* _WHAT YOU HAVE TO DO_: What lines in the entries below contain the word "Leutweinstraße"? Copy all of them.

* _SOURCE RECORDS_:
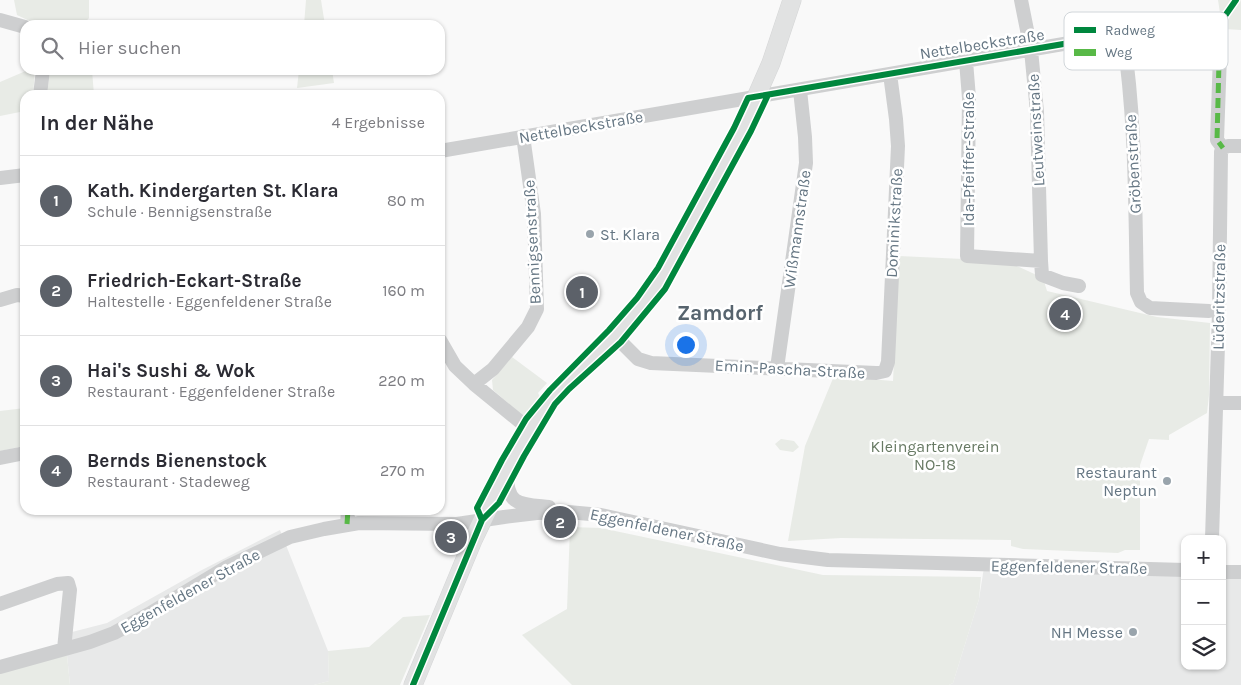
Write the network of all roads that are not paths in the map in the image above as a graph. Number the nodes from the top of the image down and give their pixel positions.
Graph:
1 (792, 0) edge
2 (1021, 0) edge
3 (0, 20) edge
4 (20, 26) edge
5 (1064, 45) edge
6 (1031, 50) junction
7 (966, 61) junction
8 (1128, 70) edge
9 (1219, 70) edge
10 (890, 74) junction
11 (42, 75) edge
12 (41, 90) edge
13 (800, 90) junction
14 (757, 96) junction
15 (523, 136) junction
16 (1241, 146) edge
17 (1223, 148) junction
18 (445, 150) edge
19 (20, 176) edge
20 (0, 178) edge
21 (1041, 261) junction
22 (1079, 286) dead end
23 (20, 295) edge
24 (0, 300) edge
25 (1209, 311) dead end
26 (614, 335) junction
27 (445, 349) edge
28 (777, 368) junction
29 (885, 372) joint
30 (474, 384) junction
31 (1217, 403) junction
32 (1241, 403) edge
33 (529, 429) junction
34 (20, 454) edge
35 (0, 458) edge
36 (507, 468) junction
37 (576, 512) junction
38 (348, 515) edge
39 (482, 520) junction
40 (347, 524) junction
41 (1212, 535) edge
42 (1181, 570) edge
43 (1226, 572) edge
44 (1241, 572) edge
45 (0, 604) edge
46 (64, 649) junction
47 (0, 667) edge
48 (413, 685) edge

1 - 14 main road
2 - 6 street, Leutweinstraße
3 - 4 street
5 - 6 street, Nettelbeckstraße
6 - 7 street, Nettelbeckstraße
6 - 21 street, Leutweinstraße
7 - 10 street, Nettelbeckstraße
7 - 21 street, Ida-Pfeiffer-Straße
8 - 25 street, Gröbenstraße
9 - 17 street, Lüderitzstraße
10 - 13 street, Nettelbeckstraße
10 - 29 street, Dominikstraße
11 - 12 street
13 - 14 street, Nettelbeckstraße
13 - 28 street, Wißmannstraße
14 - 15 street, Nettelbeckstraße
14 - 26 main road
15 - 18 street, Nettelbeckstraße
15 - 30 street, Bennigsenstraße
16 - 17 street
17 - 31 street, Lüderitzstraße
19 - 20 street
21 - 22 street
23 - 24 street
26 - 28 street, Emin-Pascha-Straße
26 - 33 main road
27 - 30 street
28 - 29 street, Emin-Pascha-Straße
30 - 33 street
31 - 32 street
31 - 41 street, Lüderitzstraße
33 - 36 main road
34 - 35 street
36 - 37 street
36 - 39 main road
37 - 39 street, Eggenfeldener Straße
37 - 42 street, Eggenfeldener Straße
38 - 40 street
39 - 40 street, Eggenfeldener Straße
39 - 48 main road
40 - 46 street, Eggenfeldener Straße
43 - 44 street
45 - 46 street
46 - 47 street, Eggenfeldener Straße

* _SOLUTION TO THE EXERCISE_:
2 - 6 street, Leutweinstraße
6 - 21 street, Leutweinstraße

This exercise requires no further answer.